*** Block opens ***

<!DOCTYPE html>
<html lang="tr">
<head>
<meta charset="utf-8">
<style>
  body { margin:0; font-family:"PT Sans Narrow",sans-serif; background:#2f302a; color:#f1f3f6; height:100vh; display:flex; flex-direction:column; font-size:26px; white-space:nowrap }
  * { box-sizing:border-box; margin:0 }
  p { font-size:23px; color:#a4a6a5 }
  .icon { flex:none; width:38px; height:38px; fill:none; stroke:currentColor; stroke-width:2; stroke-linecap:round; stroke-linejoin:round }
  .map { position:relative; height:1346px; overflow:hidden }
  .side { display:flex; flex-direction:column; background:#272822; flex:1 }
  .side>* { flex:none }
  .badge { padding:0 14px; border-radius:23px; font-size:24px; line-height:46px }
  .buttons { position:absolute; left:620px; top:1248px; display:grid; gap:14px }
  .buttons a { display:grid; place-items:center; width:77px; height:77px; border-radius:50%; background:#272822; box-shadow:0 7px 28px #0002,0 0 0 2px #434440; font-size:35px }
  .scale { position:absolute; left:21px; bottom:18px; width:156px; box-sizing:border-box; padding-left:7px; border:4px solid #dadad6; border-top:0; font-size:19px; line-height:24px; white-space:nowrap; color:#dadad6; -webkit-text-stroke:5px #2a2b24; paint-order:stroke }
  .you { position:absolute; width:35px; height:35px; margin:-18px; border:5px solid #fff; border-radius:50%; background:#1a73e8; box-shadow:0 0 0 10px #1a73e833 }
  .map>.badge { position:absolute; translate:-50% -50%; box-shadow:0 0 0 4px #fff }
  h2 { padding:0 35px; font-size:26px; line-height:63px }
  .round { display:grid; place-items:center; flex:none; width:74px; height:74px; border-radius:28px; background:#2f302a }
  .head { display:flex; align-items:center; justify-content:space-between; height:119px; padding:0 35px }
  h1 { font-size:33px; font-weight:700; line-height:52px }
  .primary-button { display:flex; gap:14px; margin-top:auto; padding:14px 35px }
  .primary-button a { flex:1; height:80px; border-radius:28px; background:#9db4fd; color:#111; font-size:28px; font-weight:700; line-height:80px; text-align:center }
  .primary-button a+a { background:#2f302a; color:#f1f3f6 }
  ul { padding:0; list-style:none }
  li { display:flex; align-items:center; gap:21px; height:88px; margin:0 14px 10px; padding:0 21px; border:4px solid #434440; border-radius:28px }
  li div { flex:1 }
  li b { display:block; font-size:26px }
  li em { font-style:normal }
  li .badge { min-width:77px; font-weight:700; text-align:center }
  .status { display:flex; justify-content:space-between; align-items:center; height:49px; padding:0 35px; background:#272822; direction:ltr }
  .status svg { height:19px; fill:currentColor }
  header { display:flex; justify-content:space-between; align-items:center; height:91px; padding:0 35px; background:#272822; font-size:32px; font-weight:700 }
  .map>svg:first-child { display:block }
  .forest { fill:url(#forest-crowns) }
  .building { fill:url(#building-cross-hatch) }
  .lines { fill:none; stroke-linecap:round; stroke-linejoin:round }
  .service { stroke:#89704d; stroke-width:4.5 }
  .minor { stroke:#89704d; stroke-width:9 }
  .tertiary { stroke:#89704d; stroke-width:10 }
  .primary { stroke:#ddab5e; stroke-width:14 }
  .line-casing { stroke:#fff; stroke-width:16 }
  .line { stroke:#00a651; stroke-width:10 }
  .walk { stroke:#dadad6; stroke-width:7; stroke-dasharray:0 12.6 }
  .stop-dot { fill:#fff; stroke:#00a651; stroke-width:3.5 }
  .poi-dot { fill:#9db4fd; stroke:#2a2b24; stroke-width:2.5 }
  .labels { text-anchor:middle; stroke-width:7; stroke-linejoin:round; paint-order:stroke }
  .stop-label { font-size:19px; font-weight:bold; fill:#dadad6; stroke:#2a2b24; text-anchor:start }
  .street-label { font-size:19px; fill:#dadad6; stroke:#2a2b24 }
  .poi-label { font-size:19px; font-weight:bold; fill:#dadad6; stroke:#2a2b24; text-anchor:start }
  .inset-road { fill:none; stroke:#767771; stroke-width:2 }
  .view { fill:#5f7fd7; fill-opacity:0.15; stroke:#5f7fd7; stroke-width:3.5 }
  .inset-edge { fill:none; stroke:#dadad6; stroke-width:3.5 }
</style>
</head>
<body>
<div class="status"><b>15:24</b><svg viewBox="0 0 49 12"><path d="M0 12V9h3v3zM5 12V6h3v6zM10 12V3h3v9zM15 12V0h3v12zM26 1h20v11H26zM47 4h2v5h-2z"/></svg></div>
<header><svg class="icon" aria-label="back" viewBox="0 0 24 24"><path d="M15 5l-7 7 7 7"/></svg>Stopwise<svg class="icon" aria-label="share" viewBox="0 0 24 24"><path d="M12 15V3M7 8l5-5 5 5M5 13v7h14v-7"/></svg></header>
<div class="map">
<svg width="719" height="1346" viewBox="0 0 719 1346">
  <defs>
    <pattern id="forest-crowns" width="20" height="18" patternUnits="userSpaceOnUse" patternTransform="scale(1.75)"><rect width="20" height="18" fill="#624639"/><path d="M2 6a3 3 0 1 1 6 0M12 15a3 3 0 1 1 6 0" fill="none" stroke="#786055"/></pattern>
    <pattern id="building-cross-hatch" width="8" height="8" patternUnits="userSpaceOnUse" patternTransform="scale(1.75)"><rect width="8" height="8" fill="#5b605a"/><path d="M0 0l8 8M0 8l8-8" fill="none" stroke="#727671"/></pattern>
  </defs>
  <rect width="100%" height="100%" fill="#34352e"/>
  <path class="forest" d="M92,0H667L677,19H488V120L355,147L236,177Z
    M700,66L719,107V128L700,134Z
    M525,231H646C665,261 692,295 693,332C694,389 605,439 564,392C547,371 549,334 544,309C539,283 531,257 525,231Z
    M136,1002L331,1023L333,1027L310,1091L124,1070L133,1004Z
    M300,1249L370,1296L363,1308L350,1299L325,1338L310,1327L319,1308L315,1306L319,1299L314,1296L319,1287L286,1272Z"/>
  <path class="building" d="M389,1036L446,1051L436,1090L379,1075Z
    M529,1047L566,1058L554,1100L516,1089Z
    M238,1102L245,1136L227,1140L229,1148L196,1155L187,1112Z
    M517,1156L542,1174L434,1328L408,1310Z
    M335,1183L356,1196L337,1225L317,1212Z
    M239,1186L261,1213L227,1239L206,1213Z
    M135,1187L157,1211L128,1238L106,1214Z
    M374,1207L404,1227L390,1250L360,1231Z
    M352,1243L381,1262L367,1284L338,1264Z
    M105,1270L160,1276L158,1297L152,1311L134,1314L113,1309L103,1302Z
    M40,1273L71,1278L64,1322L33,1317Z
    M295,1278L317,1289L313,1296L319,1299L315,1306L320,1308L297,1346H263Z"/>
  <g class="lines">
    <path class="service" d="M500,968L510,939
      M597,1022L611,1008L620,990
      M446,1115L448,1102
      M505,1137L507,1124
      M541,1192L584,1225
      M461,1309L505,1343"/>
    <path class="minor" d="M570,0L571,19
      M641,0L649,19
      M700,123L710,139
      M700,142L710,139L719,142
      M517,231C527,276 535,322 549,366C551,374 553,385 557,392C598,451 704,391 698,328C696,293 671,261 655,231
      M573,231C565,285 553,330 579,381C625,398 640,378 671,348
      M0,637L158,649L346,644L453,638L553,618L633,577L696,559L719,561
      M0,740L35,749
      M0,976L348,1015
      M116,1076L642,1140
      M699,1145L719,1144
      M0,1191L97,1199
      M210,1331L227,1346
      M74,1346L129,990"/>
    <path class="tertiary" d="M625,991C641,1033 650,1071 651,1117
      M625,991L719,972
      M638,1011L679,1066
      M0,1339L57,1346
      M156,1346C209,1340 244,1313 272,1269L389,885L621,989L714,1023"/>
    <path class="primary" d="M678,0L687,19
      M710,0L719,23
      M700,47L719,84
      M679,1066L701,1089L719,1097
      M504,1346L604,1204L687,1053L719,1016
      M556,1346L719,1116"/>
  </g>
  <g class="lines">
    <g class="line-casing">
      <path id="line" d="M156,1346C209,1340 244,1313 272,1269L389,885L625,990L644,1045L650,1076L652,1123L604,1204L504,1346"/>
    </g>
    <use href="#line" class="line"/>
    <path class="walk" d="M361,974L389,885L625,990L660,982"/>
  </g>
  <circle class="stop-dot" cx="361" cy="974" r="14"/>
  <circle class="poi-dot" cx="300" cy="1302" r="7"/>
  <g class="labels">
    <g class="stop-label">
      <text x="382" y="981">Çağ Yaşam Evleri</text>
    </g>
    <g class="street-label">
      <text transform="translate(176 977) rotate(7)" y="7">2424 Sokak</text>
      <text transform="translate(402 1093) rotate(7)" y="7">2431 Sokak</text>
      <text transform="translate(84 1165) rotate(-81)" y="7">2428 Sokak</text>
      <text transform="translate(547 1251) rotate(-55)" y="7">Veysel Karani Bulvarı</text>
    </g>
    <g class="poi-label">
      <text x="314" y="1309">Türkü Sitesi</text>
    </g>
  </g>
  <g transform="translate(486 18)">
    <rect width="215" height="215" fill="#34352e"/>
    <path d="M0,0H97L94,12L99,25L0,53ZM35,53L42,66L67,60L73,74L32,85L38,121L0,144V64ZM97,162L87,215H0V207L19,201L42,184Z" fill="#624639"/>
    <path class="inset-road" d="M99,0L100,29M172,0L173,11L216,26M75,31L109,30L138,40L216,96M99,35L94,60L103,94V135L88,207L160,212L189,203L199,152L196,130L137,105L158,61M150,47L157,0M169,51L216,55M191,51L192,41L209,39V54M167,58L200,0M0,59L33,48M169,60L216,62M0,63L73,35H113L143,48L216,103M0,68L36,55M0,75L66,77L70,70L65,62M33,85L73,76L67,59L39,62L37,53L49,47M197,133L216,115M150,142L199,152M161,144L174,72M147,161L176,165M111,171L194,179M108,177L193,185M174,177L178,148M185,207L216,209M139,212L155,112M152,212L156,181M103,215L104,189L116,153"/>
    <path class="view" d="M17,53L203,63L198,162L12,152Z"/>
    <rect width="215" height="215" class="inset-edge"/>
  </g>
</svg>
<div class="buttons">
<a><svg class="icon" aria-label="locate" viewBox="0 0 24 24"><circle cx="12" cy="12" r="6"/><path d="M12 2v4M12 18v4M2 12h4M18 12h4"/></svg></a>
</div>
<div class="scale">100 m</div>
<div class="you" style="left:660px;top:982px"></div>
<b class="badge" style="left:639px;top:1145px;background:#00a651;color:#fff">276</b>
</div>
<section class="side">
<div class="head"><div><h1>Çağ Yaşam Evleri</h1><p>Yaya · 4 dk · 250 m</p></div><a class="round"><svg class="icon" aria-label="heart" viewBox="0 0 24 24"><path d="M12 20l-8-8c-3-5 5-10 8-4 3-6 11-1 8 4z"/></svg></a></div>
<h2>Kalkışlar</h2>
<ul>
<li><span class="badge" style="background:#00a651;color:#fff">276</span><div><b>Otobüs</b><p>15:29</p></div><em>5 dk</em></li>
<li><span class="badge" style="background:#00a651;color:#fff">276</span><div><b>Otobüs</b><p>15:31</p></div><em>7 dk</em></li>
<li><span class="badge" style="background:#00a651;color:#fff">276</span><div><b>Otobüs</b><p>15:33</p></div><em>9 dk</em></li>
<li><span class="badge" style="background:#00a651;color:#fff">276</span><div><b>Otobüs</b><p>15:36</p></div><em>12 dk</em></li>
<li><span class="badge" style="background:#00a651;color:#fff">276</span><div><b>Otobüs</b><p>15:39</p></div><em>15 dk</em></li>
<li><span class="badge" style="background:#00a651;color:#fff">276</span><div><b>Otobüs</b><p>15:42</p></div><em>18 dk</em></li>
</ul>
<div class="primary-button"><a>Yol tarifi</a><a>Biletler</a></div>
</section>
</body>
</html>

*** Block closes ***

AIM OF THE EXERCISE: Only the lines containing the word "labels" should be returned from the data above.

WRITTEN SOLUTION:
  .labels { text-anchor:middle; stroke-width:7; stroke-linejoin:round; paint-order:stroke }
  <g class="labels">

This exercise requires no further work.